The Portuguese parliament on May 13, 2023 voted to approve a limited euthanasia bill for their citizens.
Per the provisions of the bill, citizens aged 18 and above shall apply for euthanasia and they shall be ‘assisted to die’ provided they are suffering any terminal disease or in intolerable suffering. The bill covers persons who are suffering “lasting” and “unbearable pain” unless mentally one is not deemed fit to undertake such
decision.
Persons eligible for this practice are Portuguese nationals and legal residents. However, Foreigners who travel into the country to seek the ‘assisted suicide’ are not eligible and shall be denied.
The euthanasia bill has been welcomed with unprecedented opposition as it has led to division in the devout catholic country and opposition from conservative President Marcelo Rebelo de Sousa, a devout catholic.
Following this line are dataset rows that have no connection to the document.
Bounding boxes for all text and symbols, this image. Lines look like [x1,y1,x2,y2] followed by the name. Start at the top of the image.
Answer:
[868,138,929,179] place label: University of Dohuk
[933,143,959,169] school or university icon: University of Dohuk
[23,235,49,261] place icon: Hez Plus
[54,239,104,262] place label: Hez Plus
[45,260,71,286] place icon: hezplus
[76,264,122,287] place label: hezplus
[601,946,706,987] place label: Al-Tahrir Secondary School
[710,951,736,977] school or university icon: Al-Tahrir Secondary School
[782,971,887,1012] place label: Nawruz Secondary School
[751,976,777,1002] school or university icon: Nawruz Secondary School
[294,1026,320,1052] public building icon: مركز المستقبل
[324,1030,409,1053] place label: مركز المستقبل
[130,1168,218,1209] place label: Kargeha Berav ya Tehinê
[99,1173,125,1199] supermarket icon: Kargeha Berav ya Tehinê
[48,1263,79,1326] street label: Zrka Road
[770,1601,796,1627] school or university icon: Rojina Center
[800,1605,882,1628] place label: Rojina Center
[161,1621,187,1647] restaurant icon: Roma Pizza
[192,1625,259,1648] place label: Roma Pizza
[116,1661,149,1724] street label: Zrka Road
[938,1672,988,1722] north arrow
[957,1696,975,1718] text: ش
The bill was approved by parliament four times in the last three years but sent back every time for a constitutional review due to opposition.
The bill was passed after MPs voted 126 to 84 in favour of the bill. The authoritative version of the law was adopted on Friday with support from the governing Socialists, who hold an absolute majority in the chamber.
“We are confirming a law that has already been approved several times by a huge majority,” said Socialist MP Isabel Moreira, an advocate of legalising euthanasia.
Euthanasia is only authorized in cases where “medically assisted suicide is impossible due to a physical disability of the patient”.
Rebelo de Sousa has asked lawmakers to specify who would “attest” to whether a patient was physically incapable of assisted suicide but lawmakers this time refused to modify the text.
Rebelo de Sousa himself said approval of the law “wasn’t a great drama” and did not give rise to “constitutional problems”.
“There’s a good chance euthanasia will lead to even stronger resistance,” he stated
For their part, critics of medically assisted dying regret that the issue has not been put to a referendum and hope opposition deputies will once again ask the constitutional court to look into the bill.